:: Supplied entries

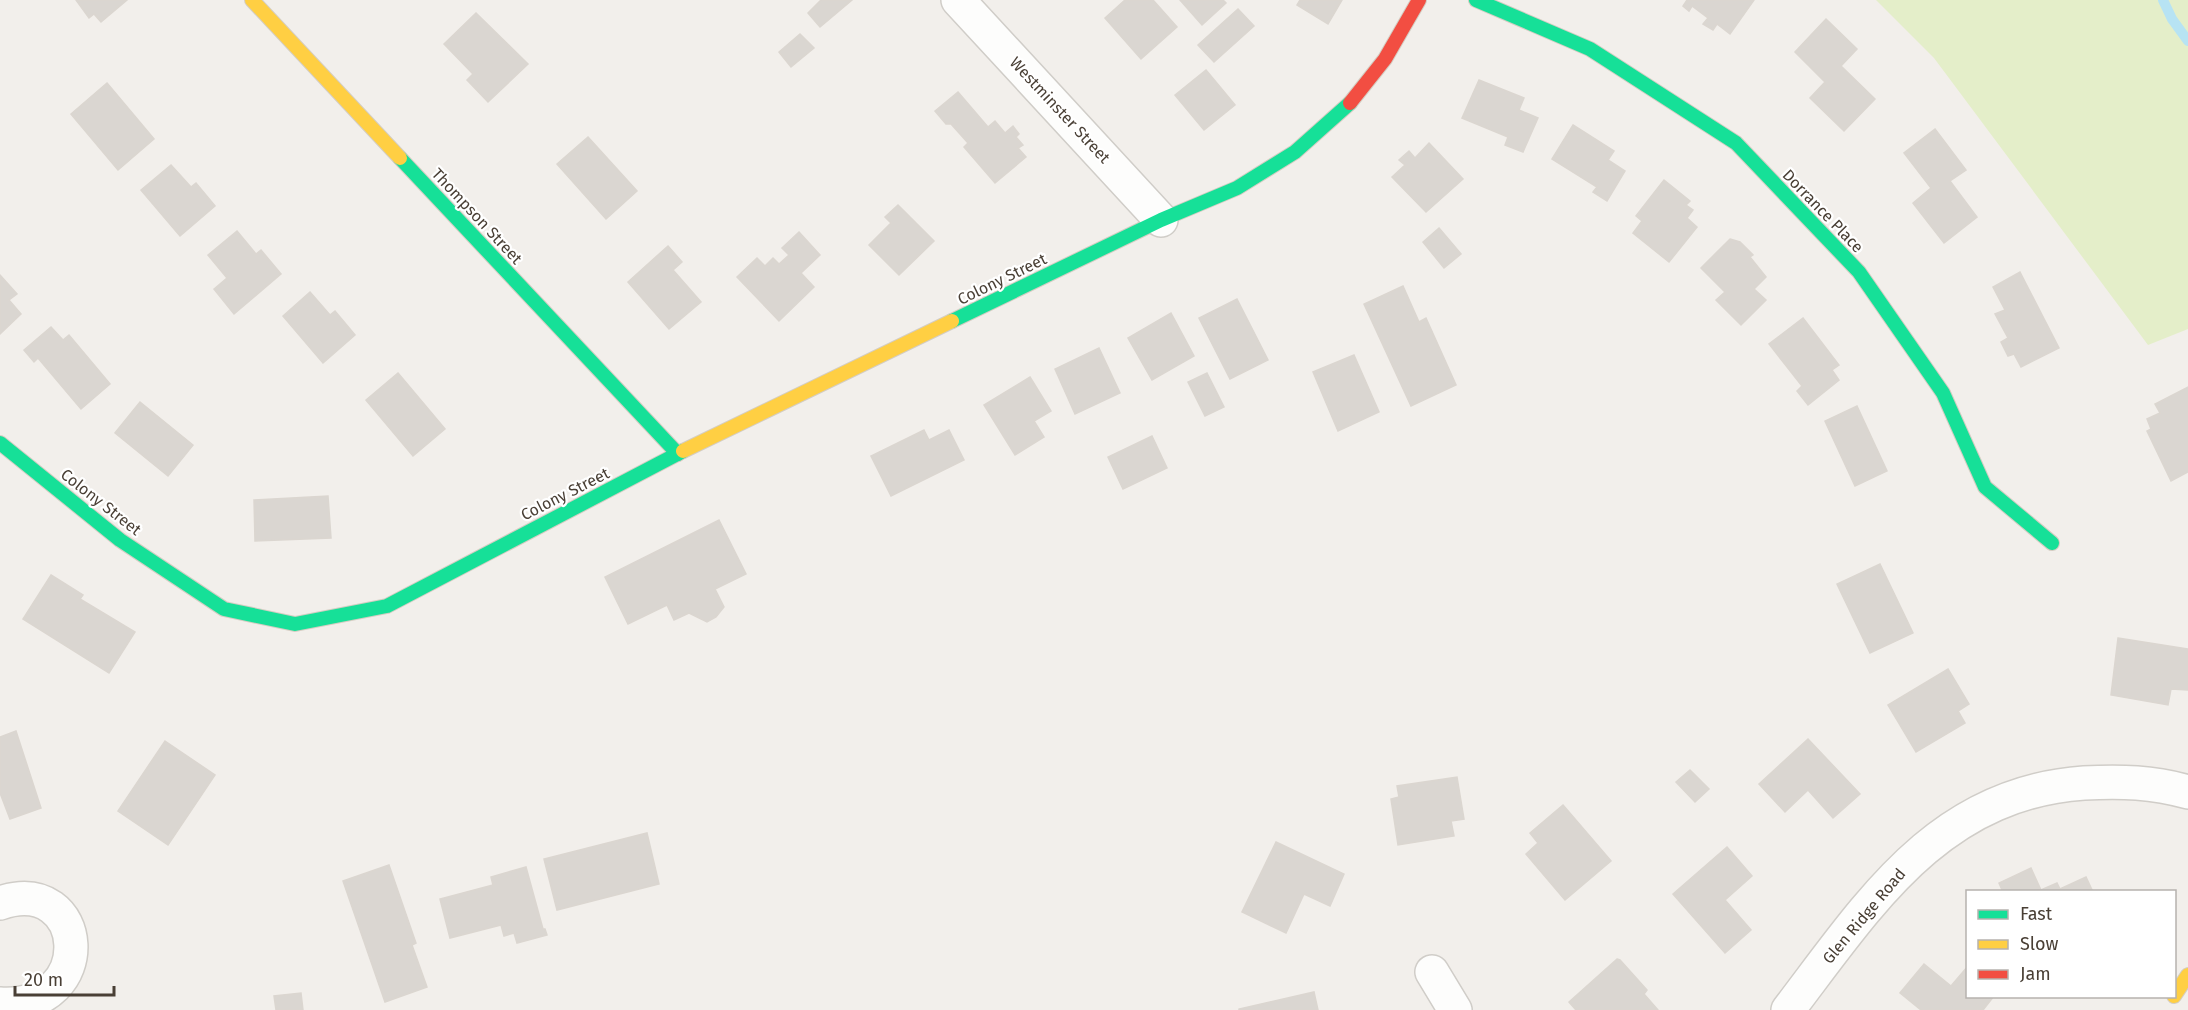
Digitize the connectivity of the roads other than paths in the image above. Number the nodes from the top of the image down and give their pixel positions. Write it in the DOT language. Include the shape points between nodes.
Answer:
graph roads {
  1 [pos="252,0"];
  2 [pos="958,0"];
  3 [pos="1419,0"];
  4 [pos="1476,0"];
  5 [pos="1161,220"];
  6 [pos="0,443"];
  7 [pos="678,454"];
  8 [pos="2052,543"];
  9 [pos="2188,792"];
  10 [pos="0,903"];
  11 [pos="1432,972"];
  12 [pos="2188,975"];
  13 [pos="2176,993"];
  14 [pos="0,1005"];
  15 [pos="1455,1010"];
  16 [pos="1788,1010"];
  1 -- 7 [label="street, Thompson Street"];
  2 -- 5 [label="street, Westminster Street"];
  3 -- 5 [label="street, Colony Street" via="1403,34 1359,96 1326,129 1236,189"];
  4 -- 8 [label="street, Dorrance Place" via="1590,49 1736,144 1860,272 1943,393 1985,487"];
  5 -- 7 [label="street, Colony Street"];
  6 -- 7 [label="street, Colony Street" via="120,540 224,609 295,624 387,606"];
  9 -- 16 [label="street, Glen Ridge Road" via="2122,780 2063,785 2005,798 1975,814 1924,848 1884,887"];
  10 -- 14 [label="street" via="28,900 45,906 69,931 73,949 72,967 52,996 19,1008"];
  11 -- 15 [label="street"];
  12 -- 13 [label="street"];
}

::::

**The problem**
Quote every line of the records above exactly; no picture is to be copied.

**Response area**
Digitize the connectivity of the roads other than paths in the image above. Number the nodes from the top of the image down and give their pixel positions. Write it in the DOT language. Include the shape points between nodes.
Answer:
graph roads {
  1 [pos="252,0"];
  2 [pos="958,0"];
  3 [pos="1419,0"];
  4 [pos="1476,0"];
  5 [pos="1161,220"];
  6 [pos="0,443"];
  7 [pos="678,454"];
  8 [pos="2052,543"];
  9 [pos="2188,792"];
  10 [pos="0,903"];
  11 [pos="1432,972"];
  12 [pos="2188,975"];
  13 [pos="2176,993"];
  14 [pos="0,1005"];
  15 [pos="1455,1010"];
  16 [pos="1788,1010"];
  1 -- 7 [label="street, Thompson Street"];
  2 -- 5 [label="street, Westminster Street"];
  3 -- 5 [label="street, Colony Street" via="1403,34 1359,96 1326,129 1236,189"];
  4 -- 8 [label="street, Dorrance Place" via="1590,49 1736,144 1860,272 1943,393 1985,487"];
  5 -- 7 [label="street, Colony Street"];
  6 -- 7 [label="street, Colony Street" via="120,540 224,609 295,624 387,606"];
  9 -- 16 [label="street, Glen Ridge Road" via="2122,780 2063,785 2005,798 1975,814 1924,848 1884,887"];
  10 -- 14 [label="street" via="28,900 45,906 69,931 73,949 72,967 52,996 19,1008"];
  11 -- 15 [label="street"];
  12 -- 13 [label="street"];
}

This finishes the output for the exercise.